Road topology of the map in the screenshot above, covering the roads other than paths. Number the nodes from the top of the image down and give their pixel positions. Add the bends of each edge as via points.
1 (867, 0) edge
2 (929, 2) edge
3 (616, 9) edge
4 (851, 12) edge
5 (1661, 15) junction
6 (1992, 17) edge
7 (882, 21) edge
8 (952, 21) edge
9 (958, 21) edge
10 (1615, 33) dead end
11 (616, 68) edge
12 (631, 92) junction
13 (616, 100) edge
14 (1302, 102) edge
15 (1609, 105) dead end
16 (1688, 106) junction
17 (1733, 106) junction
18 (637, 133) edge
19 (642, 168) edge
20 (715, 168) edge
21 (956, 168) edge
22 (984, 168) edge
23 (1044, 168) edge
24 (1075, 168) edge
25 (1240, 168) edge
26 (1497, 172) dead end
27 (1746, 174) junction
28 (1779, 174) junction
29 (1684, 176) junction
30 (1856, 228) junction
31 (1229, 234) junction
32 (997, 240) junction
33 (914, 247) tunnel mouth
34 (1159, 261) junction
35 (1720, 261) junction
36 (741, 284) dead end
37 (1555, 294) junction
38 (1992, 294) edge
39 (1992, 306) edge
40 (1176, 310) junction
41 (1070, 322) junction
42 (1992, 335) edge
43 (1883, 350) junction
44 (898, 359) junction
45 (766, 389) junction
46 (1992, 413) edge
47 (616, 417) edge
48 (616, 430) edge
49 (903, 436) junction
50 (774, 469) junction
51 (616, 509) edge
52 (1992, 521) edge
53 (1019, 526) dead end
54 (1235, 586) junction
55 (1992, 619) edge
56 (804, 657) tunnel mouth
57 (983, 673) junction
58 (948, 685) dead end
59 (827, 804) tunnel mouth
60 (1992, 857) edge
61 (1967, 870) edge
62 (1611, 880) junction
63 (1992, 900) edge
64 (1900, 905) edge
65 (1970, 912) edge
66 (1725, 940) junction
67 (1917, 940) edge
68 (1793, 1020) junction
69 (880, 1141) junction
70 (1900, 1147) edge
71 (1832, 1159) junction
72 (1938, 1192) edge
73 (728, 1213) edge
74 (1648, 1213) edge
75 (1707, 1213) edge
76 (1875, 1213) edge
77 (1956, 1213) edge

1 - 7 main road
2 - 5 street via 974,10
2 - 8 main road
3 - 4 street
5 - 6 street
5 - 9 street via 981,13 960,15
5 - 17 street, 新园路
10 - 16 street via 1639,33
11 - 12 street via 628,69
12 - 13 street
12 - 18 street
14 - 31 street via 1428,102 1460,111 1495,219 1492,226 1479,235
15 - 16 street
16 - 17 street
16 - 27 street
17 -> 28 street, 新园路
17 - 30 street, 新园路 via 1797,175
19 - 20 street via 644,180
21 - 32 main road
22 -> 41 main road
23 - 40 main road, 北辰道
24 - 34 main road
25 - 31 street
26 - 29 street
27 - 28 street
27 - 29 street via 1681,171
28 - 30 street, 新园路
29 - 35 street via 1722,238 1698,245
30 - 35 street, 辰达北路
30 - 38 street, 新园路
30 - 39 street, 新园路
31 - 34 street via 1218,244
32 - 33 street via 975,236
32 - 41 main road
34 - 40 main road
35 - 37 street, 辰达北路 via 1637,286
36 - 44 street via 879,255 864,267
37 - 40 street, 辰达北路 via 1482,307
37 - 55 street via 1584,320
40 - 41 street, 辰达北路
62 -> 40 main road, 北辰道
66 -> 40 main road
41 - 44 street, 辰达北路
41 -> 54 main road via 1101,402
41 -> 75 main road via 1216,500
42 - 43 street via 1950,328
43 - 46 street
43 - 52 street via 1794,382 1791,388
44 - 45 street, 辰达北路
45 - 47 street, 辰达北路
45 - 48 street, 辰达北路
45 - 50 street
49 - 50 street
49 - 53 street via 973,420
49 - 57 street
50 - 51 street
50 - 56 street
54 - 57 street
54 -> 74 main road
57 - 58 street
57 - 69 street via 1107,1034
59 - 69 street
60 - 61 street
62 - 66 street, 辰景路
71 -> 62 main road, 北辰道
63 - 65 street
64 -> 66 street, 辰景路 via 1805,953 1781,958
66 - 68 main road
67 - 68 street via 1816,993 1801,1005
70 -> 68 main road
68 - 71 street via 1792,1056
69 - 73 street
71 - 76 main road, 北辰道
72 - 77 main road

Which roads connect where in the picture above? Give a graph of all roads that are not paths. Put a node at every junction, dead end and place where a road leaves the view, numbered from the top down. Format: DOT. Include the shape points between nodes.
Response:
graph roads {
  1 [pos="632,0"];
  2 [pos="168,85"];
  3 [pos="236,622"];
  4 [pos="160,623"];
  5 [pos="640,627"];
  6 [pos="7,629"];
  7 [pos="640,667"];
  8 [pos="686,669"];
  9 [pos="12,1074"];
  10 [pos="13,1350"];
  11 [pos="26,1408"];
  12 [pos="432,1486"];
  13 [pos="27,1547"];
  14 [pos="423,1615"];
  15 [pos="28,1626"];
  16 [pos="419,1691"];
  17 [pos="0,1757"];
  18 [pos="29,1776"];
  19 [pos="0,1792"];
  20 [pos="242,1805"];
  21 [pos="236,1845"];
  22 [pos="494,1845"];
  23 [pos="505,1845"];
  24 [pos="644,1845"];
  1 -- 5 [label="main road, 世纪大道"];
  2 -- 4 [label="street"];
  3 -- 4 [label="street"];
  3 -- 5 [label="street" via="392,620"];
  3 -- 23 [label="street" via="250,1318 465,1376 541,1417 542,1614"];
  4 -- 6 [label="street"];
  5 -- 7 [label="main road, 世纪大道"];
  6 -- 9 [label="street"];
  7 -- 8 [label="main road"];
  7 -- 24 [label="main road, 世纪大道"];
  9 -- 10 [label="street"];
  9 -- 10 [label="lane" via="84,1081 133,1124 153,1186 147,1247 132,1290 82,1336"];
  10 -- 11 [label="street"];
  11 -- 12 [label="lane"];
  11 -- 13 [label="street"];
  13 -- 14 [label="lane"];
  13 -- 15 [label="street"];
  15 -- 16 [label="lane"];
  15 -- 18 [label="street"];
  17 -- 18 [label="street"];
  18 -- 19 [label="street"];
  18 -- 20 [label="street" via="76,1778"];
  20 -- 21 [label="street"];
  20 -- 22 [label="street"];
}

## What you should do
The answer must consist solely of the number of lines in the entries that contain the word "from".

## Answer to this task
2